| Exercise prompt |
An exact copy of the entries below is needed, with every picture left out.

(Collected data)
========
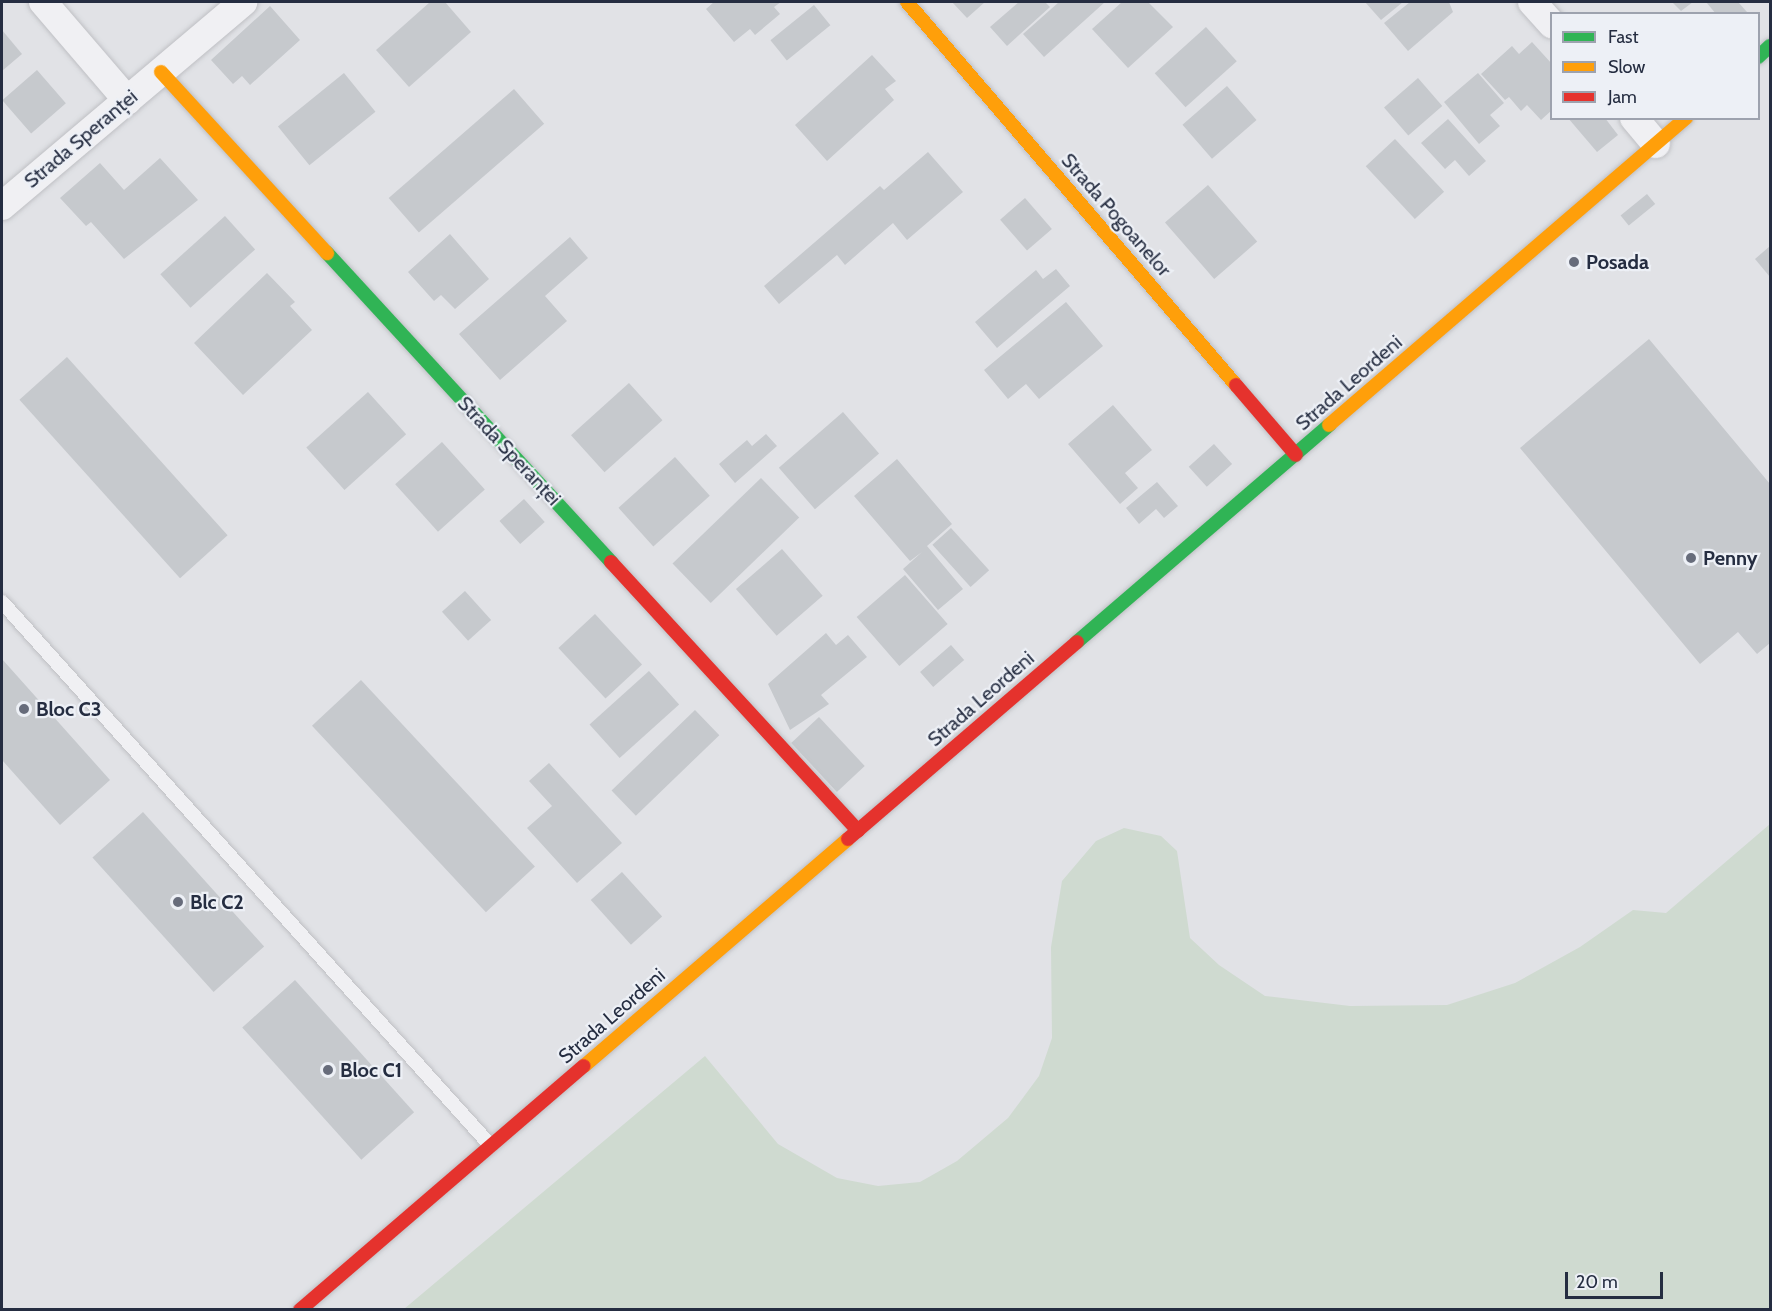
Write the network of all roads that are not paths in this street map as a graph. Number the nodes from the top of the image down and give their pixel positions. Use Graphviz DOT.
graph roads {
  1 [pos="43,2"];
  2 [pos="243,2"];
  3 [pos="907,2"];
  4 [pos="1532,2"];
  5 [pos="1550,23"];
  6 [pos="161,72"];
  7 [pos="128,100"];
  8 [pos="1636,120"];
  9 [pos="1684,120"];
  10 [pos="1656,144"];
  11 [pos="2,206"];
  12 [pos="1296,455"];
  13 [pos="2,602"];
  14 [pos="858,831"];
  15 [pos="490,1146"];
  16 [pos="300,1310"];
  1 -- 7 [label="street"];
  2 -- 6 [label="street, Strada Speranței"];
  3 -- 12 [label="main road, Strada Pogoanelor"];
  4 -- 5 [label="street"];
  6 -- 7 [label="street, Strada Speranței"];
  6 -- 14 [label="main road, Strada Speranței"];
  7 -- 11 [label="street, Strada Speranței"];
  8 -- 10 [label="street"];
  9 -- 10 [label="main road, Strada Leordeni"];
  10 -- 12 [label="main road, Strada Leordeni"];
  12 -- 14 [label="main road, Strada Leordeni"];
  13 -- 15 [label="lane"];
  14 -- 15 [label="main road, Strada Leordeni"];
  15 -- 16 [label="main road, Strada Leordeni"];
}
========
| Response for this exercise |
Write the network of all roads that are not paths in this street map as a graph. Number the nodes from the top of the image down and give their pixel positions. Use Graphviz DOT.
graph roads {
  1 [pos="43,2"];
  2 [pos="243,2"];
  3 [pos="907,2"];
  4 [pos="1532,2"];
  5 [pos="1550,23"];
  6 [pos="161,72"];
  7 [pos="128,100"];
  8 [pos="1636,120"];
  9 [pos="1684,120"];
  10 [pos="1656,144"];
  11 [pos="2,206"];
  12 [pos="1296,455"];
  13 [pos="2,602"];
  14 [pos="858,831"];
  15 [pos="490,1146"];
  16 [pos="300,1310"];
  1 -- 7 [label="street"];
  2 -- 6 [label="street, Strada Speranței"];
  3 -- 12 [label="main road, Strada Pogoanelor"];
  4 -- 5 [label="street"];
  6 -- 7 [label="street, Strada Speranței"];
  6 -- 14 [label="main road, Strada Speranței"];
  7 -- 11 [label="street, Strada Speranței"];
  8 -- 10 [label="street"];
  9 -- 10 [label="main road, Strada Leordeni"];
  10 -- 12 [label="main road, Strada Leordeni"];
  12 -- 14 [label="main road, Strada Leordeni"];
  13 -- 15 [label="lane"];
  14 -- 15 [label="main road, Strada Leordeni"];
  15 -- 16 [label="main road, Strada Leordeni"];
}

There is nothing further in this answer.